(Dataset entries)

=== Begin Enclosure ===

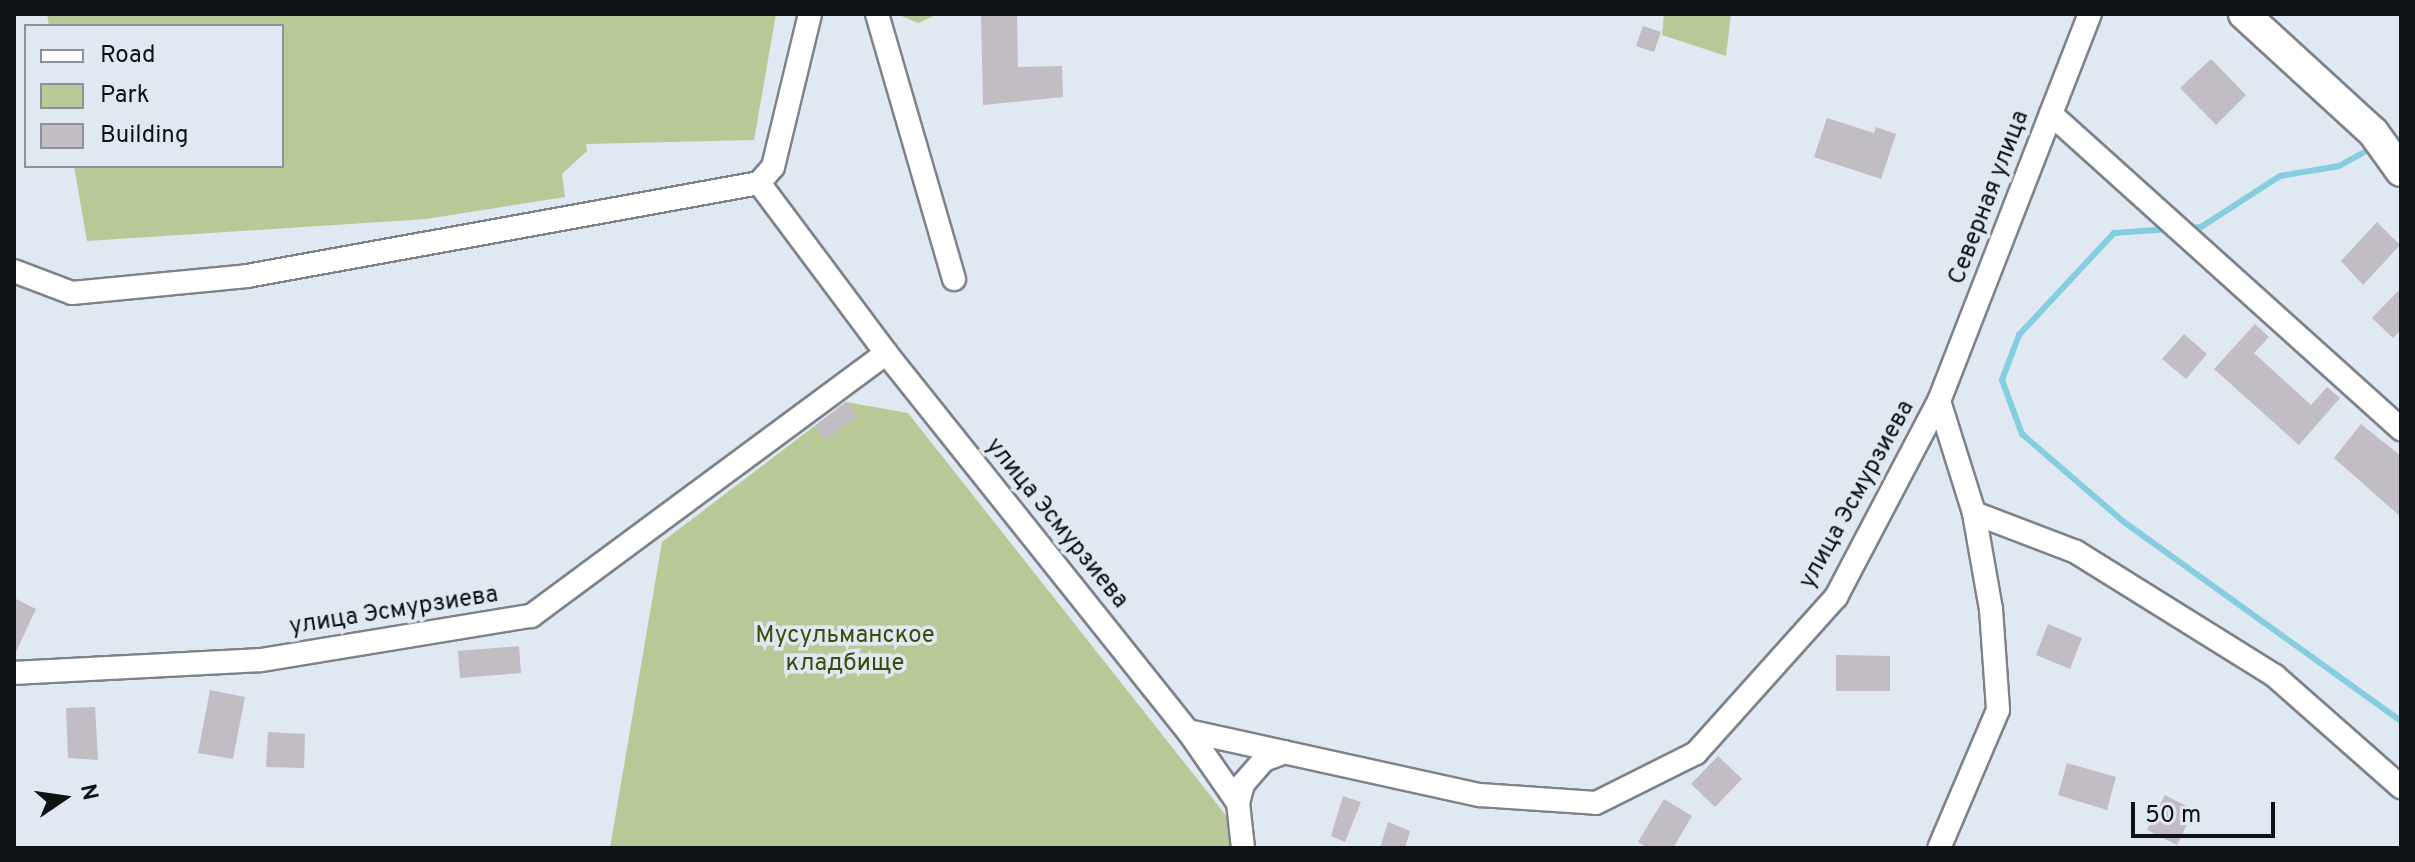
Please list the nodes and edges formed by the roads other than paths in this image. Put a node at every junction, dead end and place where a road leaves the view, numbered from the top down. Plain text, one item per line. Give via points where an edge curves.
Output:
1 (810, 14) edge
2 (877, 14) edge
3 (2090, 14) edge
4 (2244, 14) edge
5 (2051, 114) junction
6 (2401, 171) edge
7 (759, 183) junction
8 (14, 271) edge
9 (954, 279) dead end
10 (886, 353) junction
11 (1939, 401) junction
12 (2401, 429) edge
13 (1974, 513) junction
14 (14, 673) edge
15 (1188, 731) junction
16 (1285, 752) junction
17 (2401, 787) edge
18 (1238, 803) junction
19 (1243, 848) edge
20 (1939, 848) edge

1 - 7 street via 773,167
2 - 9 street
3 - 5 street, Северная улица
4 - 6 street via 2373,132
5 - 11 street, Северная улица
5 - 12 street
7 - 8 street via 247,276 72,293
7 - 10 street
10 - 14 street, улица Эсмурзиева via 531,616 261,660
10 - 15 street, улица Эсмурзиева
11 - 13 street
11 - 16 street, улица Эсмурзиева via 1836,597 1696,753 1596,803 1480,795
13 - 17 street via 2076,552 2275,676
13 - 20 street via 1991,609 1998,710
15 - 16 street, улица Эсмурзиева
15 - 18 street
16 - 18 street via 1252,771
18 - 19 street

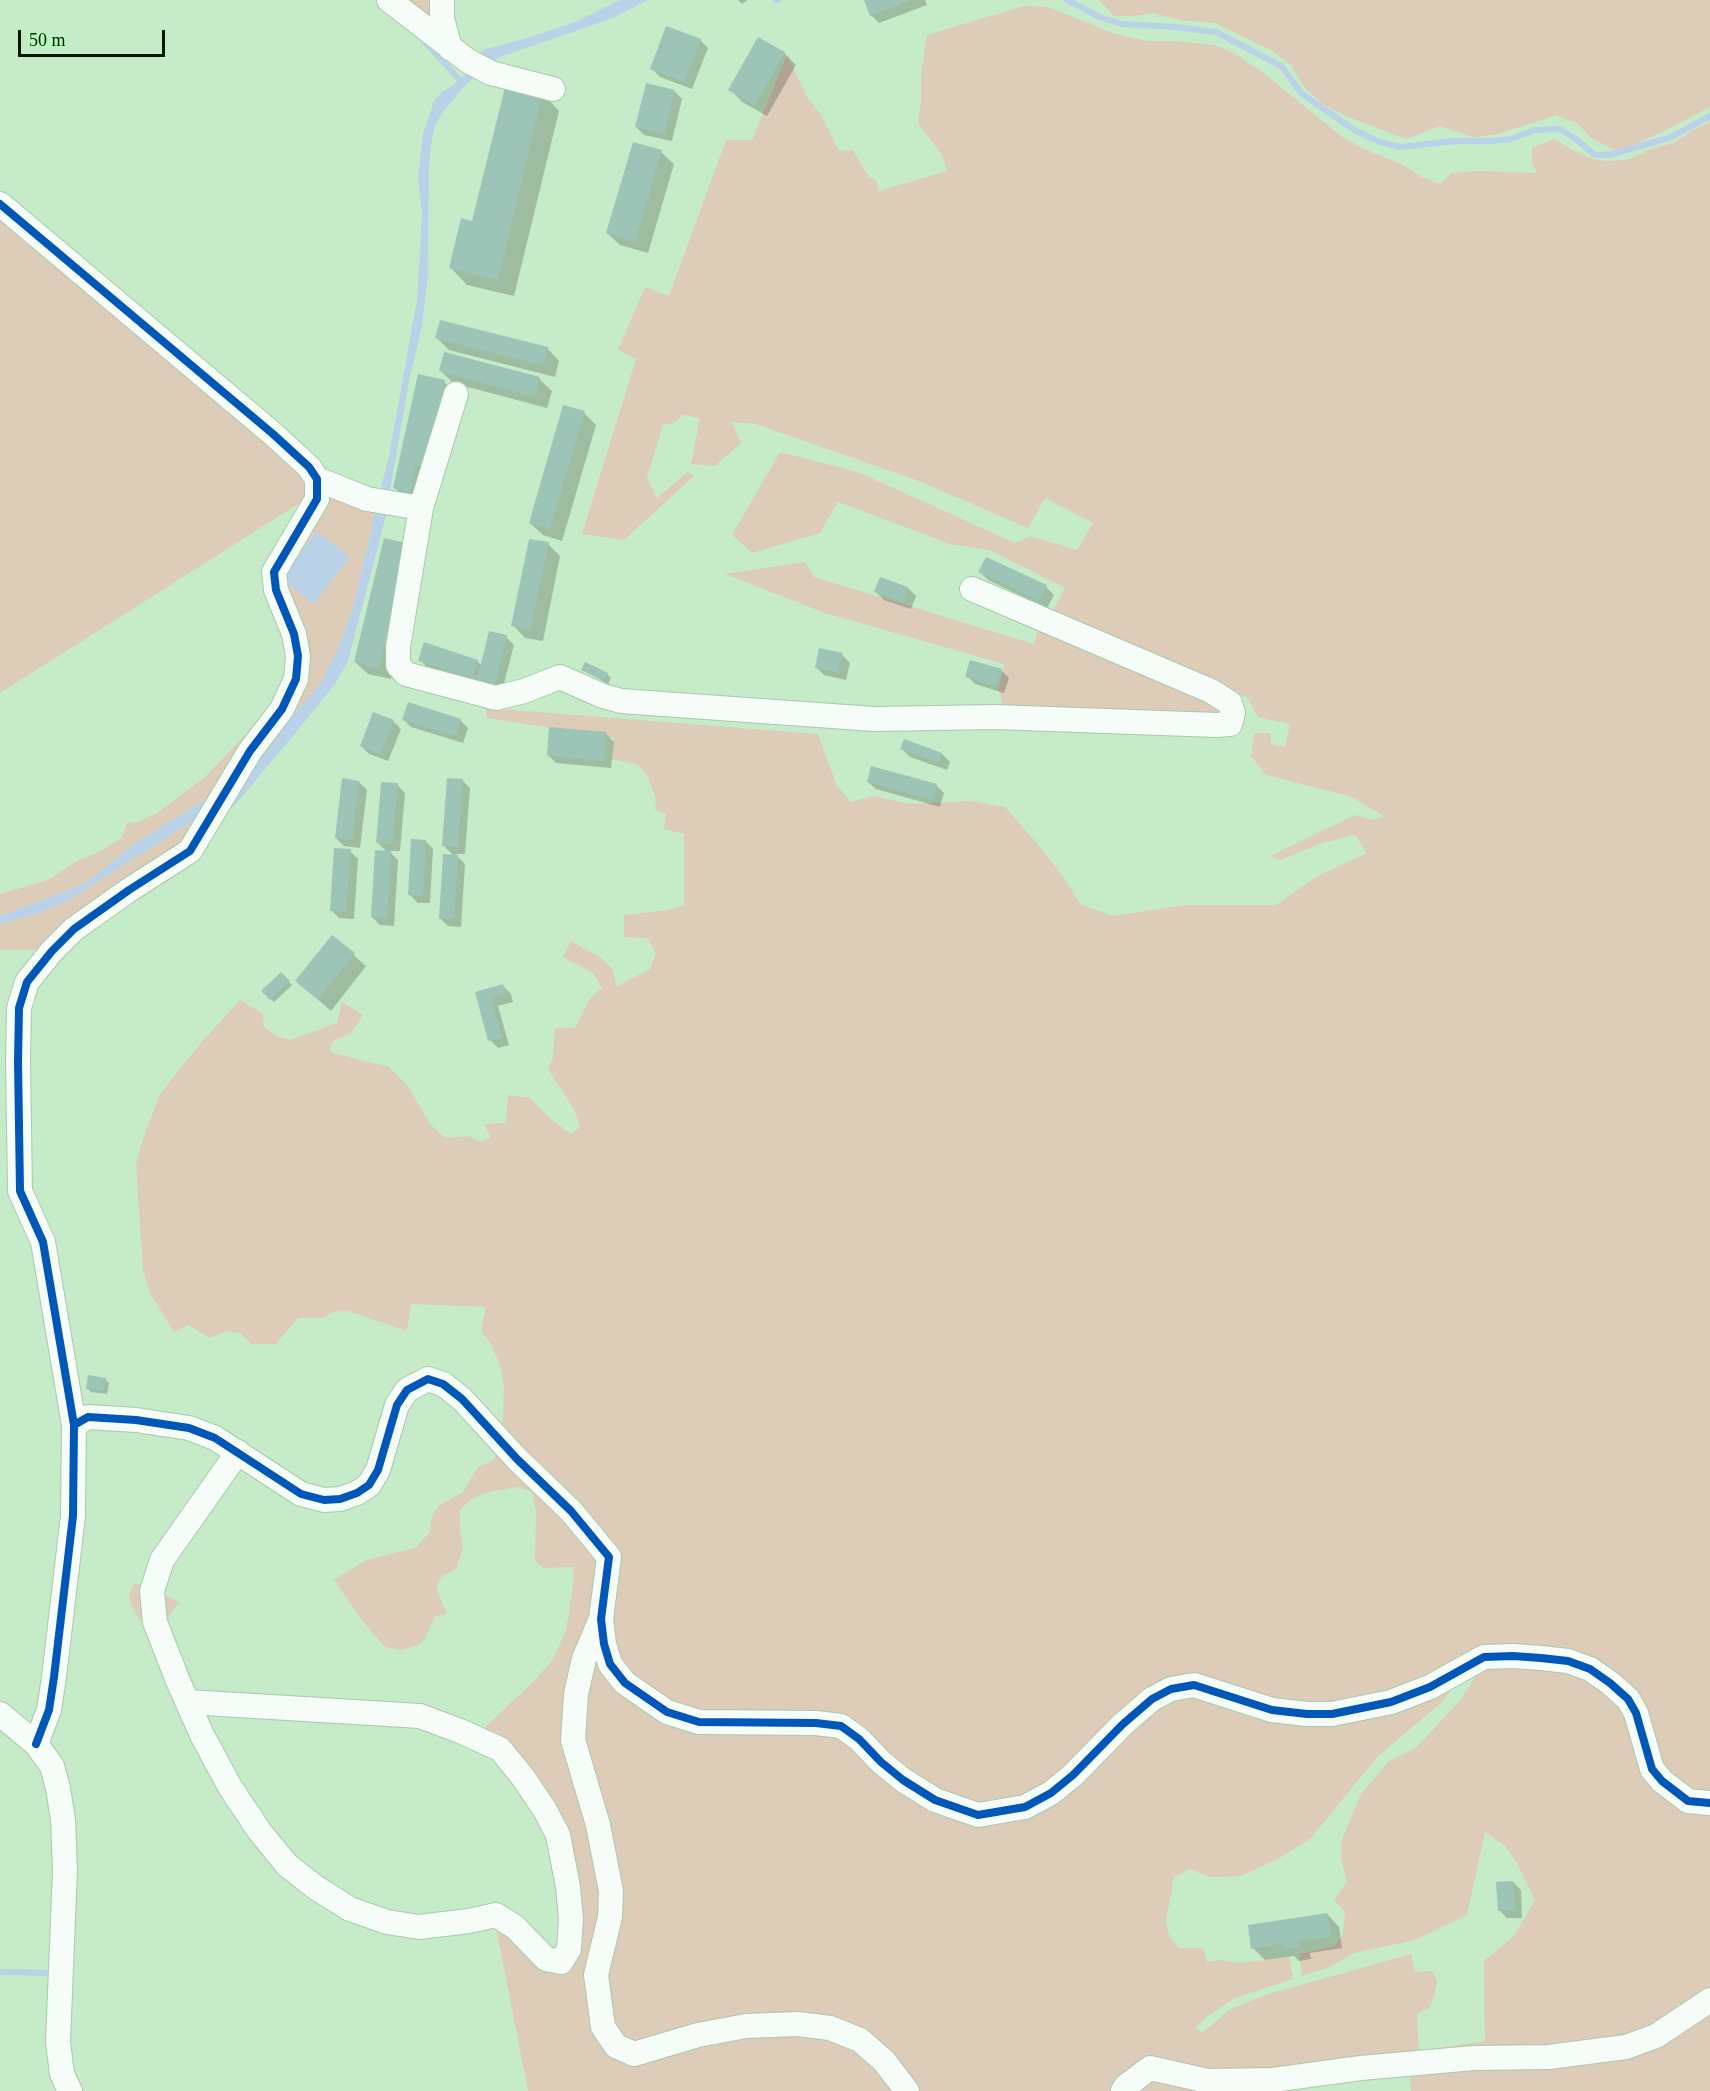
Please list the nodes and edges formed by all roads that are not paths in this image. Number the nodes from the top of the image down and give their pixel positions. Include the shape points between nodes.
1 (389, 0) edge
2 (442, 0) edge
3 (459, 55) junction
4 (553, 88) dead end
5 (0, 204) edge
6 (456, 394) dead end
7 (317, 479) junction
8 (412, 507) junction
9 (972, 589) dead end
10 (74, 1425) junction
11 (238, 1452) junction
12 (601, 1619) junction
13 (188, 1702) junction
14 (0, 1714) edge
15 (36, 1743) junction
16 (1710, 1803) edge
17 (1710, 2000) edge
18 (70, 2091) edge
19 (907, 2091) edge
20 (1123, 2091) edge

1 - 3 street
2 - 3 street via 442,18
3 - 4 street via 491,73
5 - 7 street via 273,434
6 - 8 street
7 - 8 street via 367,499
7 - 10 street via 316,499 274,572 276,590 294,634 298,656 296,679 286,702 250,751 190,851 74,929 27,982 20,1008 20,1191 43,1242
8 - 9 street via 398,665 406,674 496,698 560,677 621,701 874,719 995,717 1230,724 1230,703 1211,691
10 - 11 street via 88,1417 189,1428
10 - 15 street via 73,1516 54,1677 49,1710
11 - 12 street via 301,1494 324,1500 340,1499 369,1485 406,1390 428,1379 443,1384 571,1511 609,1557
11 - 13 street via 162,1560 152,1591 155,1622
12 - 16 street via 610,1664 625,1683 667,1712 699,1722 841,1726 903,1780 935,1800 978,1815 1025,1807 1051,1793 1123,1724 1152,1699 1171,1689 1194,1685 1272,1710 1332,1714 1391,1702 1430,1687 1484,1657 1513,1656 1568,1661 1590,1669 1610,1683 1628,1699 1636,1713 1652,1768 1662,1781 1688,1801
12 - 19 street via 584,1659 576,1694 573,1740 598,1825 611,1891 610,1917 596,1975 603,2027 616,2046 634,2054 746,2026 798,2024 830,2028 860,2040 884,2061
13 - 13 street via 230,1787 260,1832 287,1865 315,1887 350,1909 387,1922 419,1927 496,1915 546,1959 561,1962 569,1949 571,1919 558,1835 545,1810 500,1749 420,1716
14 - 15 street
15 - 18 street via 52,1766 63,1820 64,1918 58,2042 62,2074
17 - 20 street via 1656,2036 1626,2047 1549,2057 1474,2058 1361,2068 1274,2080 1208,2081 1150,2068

=== End Enclosure ===

- _ABOUT THIS TASK_: Output the entries above verbatim, with no picture included.

- _PROBLEM SOLUTION_:
Please list the nodes and edges formed by the roads other than paths in this image. Put a node at every junction, dead end and place where a road leaves the view, numbered from the top down. Plain text, one item per line. Give via points where an edge curves.
Output:
1 (810, 14) edge
2 (877, 14) edge
3 (2090, 14) edge
4 (2244, 14) edge
5 (2051, 114) junction
6 (2401, 171) edge
7 (759, 183) junction
8 (14, 271) edge
9 (954, 279) dead end
10 (886, 353) junction
11 (1939, 401) junction
12 (2401, 429) edge
13 (1974, 513) junction
14 (14, 673) edge
15 (1188, 731) junction
16 (1285, 752) junction
17 (2401, 787) edge
18 (1238, 803) junction
19 (1243, 848) edge
20 (1939, 848) edge

1 - 7 street via 773,167
2 - 9 street
3 - 5 street, Северная улица
4 - 6 street via 2373,132
5 - 11 street, Северная улица
5 - 12 street
7 - 8 street via 247,276 72,293
7 - 10 street
10 - 14 street, улица Эсмурзиева via 531,616 261,660
10 - 15 street, улица Эсмурзиева
11 - 13 street
11 - 16 street, улица Эсмурзиева via 1836,597 1696,753 1596,803 1480,795
13 - 17 street via 2076,552 2275,676
13 - 20 street via 1991,609 1998,710
15 - 16 street, улица Эсмурзиева
15 - 18 street
16 - 18 street via 1252,771
18 - 19 street

Please list the nodes and edges formed by all roads that are not paths in this image. Number the nodes from the top of the image down and give their pixel positions. Include the shape points between nodes.
1 (389, 0) edge
2 (442, 0) edge
3 (459, 55) junction
4 (553, 88) dead end
5 (0, 204) edge
6 (456, 394) dead end
7 (317, 479) junction
8 (412, 507) junction
9 (972, 589) dead end
10 (74, 1425) junction
11 (238, 1452) junction
12 (601, 1619) junction
13 (188, 1702) junction
14 (0, 1714) edge
15 (36, 1743) junction
16 (1710, 1803) edge
17 (1710, 2000) edge
18 (70, 2091) edge
19 (907, 2091) edge
20 (1123, 2091) edge

1 - 3 street
2 - 3 street via 442,18
3 - 4 street via 491,73
5 - 7 street via 273,434
6 - 8 street
7 - 8 street via 367,499
7 - 10 street via 316,499 274,572 276,590 294,634 298,656 296,679 286,702 250,751 190,851 74,929 27,982 20,1008 20,1191 43,1242
8 - 9 street via 398,665 406,674 496,698 560,677 621,701 874,719 995,717 1230,724 1230,703 1211,691
10 - 11 street via 88,1417 189,1428
10 - 15 street via 73,1516 54,1677 49,1710
11 - 12 street via 301,1494 324,1500 340,1499 369,1485 406,1390 428,1379 443,1384 571,1511 609,1557
11 - 13 street via 162,1560 152,1591 155,1622
12 - 16 street via 610,1664 625,1683 667,1712 699,1722 841,1726 903,1780 935,1800 978,1815 1025,1807 1051,1793 1123,1724 1152,1699 1171,1689 1194,1685 1272,1710 1332,1714 1391,1702 1430,1687 1484,1657 1513,1656 1568,1661 1590,1669 1610,1683 1628,1699 1636,1713 1652,1768 1662,1781 1688,1801
12 - 19 street via 584,1659 576,1694 573,1740 598,1825 611,1891 610,1917 596,1975 603,2027 616,2046 634,2054 746,2026 798,2024 830,2028 860,2040 884,2061
13 - 13 street via 230,1787 260,1832 287,1865 315,1887 350,1909 387,1922 419,1927 496,1915 546,1959 561,1962 569,1949 571,1919 558,1835 545,1810 500,1749 420,1716
14 - 15 street
15 - 18 street via 52,1766 63,1820 64,1918 58,2042 62,2074
17 - 20 street via 1656,2036 1626,2047 1549,2057 1474,2058 1361,2068 1274,2080 1208,2081 1150,2068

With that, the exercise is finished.